[Extracted records]
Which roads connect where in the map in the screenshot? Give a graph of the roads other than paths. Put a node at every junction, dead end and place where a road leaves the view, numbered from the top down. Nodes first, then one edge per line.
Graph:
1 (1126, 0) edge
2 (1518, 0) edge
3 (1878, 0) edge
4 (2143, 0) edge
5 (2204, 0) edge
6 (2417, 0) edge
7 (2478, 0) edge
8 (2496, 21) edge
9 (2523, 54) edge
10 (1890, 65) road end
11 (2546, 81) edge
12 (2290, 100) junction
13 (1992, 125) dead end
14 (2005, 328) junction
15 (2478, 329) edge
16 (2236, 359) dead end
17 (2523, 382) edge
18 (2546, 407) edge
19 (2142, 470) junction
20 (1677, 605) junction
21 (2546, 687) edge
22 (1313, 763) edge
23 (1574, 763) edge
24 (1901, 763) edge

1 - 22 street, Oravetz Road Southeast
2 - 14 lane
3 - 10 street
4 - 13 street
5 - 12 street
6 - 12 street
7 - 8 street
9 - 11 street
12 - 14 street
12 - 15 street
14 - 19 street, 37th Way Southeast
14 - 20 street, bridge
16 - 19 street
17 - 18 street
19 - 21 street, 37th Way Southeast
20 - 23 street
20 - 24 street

◆ PROBLEM STATEMENT:
Word for word, write out each entry shown above.

◆ ANSWER AREA:
Which roads connect where in the map in the screenshot? Give a graph of the roads other than paths. Put a node at every junction, dead end and place where a road leaves the view, numbered from the top down. Nodes first, then one edge per line.
Graph:
1 (1126, 0) edge
2 (1518, 0) edge
3 (1878, 0) edge
4 (2143, 0) edge
5 (2204, 0) edge
6 (2417, 0) edge
7 (2478, 0) edge
8 (2496, 21) edge
9 (2523, 54) edge
10 (1890, 65) road end
11 (2546, 81) edge
12 (2290, 100) junction
13 (1992, 125) dead end
14 (2005, 328) junction
15 (2478, 329) edge
16 (2236, 359) dead end
17 (2523, 382) edge
18 (2546, 407) edge
19 (2142, 470) junction
20 (1677, 605) junction
21 (2546, 687) edge
22 (1313, 763) edge
23 (1574, 763) edge
24 (1901, 763) edge

1 - 22 street, Oravetz Road Southeast
2 - 14 lane
3 - 10 street
4 - 13 street
5 - 12 street
6 - 12 street
7 - 8 street
9 - 11 street
12 - 14 street
12 - 15 street
14 - 19 street, 37th Way Southeast
14 - 20 street, bridge
16 - 19 street
17 - 18 street
19 - 21 street, 37th Way Southeast
20 - 23 street
20 - 24 street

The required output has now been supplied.